Below are the records; pull every line that includes "עקיבא".

BEGIN Supplied entries

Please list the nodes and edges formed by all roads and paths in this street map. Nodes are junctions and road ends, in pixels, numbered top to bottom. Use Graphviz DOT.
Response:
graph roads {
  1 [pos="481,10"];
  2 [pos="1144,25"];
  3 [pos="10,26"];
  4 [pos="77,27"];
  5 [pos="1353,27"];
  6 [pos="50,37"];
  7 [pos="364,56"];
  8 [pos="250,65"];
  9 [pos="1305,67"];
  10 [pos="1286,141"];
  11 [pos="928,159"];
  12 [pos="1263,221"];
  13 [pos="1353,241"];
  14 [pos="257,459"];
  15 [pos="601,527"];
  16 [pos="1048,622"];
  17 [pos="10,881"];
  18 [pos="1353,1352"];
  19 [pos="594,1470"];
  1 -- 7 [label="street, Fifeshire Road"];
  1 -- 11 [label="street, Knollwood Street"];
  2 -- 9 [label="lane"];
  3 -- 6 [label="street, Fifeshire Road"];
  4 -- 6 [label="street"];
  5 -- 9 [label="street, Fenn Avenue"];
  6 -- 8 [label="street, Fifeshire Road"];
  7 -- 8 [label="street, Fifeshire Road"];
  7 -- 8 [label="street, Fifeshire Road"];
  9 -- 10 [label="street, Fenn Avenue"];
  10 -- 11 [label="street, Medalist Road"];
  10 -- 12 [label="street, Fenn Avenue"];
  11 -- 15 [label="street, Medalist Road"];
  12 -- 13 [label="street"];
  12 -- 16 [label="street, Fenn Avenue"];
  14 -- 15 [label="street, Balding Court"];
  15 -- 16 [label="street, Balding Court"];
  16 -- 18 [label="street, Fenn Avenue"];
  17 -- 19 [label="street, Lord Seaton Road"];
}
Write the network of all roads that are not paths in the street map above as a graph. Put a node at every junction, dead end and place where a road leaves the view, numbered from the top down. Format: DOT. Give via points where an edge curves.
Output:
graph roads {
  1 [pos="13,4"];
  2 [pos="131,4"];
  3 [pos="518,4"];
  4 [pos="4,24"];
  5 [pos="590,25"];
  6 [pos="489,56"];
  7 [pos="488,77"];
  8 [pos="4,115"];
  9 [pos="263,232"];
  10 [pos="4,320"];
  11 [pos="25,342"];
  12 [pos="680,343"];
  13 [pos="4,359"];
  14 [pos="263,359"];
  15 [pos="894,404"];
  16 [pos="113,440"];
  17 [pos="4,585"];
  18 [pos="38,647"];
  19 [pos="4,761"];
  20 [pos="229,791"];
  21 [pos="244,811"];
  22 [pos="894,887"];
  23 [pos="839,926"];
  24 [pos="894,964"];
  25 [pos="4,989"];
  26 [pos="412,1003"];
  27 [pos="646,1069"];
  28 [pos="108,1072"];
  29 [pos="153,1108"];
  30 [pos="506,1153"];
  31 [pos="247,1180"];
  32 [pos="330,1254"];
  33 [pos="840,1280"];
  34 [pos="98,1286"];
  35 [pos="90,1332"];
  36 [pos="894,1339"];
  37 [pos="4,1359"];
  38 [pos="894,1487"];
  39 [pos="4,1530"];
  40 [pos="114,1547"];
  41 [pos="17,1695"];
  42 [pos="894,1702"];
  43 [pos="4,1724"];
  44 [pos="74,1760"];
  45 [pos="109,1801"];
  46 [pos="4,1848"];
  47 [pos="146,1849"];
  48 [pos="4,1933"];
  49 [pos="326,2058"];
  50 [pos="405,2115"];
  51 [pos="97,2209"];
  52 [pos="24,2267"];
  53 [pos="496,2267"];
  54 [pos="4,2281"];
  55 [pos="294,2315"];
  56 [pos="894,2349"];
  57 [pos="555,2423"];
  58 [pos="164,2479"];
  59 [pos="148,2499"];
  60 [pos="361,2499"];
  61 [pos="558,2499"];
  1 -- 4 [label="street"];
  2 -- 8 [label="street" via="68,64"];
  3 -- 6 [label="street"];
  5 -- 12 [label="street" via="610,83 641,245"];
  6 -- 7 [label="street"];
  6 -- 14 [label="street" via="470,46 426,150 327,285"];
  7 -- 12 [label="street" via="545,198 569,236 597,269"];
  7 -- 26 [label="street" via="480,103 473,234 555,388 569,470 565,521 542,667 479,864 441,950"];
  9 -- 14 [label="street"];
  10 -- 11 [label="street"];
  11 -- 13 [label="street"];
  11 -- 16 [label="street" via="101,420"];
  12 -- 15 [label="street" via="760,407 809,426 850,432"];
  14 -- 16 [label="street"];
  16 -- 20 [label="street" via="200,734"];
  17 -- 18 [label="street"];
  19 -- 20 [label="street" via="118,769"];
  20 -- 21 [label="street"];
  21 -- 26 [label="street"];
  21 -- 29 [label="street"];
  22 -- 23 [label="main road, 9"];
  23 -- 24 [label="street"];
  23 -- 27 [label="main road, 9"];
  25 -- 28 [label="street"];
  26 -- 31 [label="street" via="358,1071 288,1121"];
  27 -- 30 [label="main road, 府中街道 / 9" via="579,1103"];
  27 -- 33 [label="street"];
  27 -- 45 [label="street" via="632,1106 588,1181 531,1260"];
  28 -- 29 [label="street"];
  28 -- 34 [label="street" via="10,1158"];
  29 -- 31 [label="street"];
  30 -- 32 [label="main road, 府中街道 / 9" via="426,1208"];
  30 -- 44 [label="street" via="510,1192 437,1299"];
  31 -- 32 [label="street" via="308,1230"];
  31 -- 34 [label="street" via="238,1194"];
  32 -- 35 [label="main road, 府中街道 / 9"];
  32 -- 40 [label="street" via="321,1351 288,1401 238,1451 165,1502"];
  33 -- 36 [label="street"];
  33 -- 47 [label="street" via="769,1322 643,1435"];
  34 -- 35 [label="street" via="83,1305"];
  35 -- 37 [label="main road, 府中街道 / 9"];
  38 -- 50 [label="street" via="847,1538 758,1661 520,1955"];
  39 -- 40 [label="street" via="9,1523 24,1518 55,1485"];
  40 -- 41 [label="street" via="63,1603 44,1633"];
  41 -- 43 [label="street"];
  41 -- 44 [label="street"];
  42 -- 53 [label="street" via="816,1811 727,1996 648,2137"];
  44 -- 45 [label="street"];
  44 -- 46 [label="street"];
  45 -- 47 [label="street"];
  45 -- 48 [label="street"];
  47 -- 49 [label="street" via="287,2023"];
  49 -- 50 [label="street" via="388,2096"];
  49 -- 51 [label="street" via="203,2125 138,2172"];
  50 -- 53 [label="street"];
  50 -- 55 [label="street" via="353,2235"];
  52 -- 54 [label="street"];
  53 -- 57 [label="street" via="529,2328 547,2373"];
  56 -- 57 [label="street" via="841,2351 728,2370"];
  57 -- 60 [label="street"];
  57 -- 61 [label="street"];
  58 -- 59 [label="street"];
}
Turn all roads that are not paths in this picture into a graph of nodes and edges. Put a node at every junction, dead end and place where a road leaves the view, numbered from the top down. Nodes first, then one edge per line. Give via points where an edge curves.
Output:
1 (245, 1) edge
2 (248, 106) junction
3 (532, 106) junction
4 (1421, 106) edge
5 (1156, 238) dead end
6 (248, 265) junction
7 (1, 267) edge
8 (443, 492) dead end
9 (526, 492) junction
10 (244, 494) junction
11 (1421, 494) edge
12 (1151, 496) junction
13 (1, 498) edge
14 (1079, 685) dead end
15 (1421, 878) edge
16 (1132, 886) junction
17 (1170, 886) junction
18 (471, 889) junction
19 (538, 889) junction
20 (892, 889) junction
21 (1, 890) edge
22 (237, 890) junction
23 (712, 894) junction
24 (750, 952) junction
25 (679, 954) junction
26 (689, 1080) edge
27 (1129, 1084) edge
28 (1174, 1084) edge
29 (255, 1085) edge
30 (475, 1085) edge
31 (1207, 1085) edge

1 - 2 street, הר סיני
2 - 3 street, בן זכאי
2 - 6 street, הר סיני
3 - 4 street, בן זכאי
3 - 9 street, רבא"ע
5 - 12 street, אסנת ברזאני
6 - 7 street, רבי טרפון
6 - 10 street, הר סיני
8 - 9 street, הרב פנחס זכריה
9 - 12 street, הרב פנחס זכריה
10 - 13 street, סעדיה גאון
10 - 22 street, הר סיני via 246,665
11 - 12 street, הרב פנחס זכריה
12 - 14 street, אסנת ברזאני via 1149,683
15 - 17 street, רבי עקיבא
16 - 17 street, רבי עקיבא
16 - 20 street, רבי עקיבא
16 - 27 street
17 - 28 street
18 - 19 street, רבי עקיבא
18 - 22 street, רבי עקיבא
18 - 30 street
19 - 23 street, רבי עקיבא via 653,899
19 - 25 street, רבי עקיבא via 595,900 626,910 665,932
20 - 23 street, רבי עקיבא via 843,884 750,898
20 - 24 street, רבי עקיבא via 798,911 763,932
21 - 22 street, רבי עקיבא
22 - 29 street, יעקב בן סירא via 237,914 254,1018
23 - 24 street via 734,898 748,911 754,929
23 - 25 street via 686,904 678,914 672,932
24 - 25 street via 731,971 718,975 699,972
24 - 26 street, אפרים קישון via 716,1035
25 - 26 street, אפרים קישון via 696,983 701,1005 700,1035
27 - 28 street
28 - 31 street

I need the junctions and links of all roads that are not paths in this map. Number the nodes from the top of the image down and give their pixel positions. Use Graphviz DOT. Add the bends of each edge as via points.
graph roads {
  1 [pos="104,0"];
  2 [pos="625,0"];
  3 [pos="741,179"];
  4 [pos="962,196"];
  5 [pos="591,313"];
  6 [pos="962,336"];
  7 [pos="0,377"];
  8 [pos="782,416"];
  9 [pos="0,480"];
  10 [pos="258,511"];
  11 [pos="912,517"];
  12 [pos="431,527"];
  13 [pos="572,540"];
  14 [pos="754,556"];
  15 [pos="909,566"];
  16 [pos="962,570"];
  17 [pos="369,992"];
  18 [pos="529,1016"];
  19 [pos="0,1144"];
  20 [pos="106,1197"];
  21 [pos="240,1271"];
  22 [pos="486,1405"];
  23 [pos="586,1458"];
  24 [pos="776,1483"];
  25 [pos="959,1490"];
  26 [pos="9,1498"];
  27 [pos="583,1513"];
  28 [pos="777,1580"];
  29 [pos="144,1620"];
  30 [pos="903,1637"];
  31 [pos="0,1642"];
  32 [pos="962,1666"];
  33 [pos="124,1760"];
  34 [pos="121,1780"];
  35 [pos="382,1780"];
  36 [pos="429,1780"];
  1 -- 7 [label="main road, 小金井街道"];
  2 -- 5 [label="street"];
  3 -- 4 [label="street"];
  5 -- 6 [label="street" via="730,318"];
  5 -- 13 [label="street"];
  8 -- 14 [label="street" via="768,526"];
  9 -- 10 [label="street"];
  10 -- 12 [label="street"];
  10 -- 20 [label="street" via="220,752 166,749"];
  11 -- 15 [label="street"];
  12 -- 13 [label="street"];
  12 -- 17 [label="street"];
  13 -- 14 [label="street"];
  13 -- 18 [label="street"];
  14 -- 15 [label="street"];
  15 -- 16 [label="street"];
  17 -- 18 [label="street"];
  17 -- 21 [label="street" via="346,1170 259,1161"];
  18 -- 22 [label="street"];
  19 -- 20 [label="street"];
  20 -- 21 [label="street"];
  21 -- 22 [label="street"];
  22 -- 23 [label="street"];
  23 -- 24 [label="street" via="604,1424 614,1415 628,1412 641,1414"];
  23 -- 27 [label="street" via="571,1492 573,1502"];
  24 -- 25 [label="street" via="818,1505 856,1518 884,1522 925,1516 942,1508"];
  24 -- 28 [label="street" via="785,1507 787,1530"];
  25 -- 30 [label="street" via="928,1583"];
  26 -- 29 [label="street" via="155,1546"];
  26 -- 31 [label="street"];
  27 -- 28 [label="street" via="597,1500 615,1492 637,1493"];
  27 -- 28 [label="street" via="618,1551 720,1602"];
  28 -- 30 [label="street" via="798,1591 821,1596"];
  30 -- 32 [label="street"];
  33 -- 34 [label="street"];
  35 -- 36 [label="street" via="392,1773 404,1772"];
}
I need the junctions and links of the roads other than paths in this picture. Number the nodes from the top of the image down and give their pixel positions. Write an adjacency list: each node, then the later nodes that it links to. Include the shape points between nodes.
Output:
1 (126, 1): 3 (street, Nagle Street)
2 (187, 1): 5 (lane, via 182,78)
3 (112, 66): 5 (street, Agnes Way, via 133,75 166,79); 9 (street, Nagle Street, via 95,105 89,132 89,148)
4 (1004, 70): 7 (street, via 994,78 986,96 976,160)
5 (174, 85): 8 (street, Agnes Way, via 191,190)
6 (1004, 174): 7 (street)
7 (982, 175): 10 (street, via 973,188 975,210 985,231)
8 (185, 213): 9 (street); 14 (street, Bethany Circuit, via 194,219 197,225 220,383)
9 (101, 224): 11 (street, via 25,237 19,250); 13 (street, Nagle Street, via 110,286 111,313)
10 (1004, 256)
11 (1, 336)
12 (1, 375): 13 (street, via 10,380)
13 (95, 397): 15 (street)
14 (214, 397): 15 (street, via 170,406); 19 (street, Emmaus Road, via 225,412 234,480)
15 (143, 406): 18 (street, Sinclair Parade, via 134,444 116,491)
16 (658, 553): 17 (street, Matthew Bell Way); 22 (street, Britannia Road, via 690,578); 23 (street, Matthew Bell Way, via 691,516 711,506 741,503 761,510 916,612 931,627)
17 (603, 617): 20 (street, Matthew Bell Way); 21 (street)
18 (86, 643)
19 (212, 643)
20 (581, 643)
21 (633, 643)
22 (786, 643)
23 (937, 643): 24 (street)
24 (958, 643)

END Supplied entries

→ Output for this exercise:
15 - 17 street, רבי עקיבא
16 - 17 street, רבי עקיבא
16 - 20 street, רבי עקיבא
18 - 19 street, רבי עקיבא
18 - 22 street, רבי עקיבא
19 - 23 street, רבי עקיבא via 653,899
19 - 25 street, רבי עקיבא via 595,900 626,910 665,932
20 - 23 street, רבי עקיבא via 843,884 750,898
20 - 24 street, רבי עקיבא via 798,911 763,932
21 - 22 street, רבי עקיבא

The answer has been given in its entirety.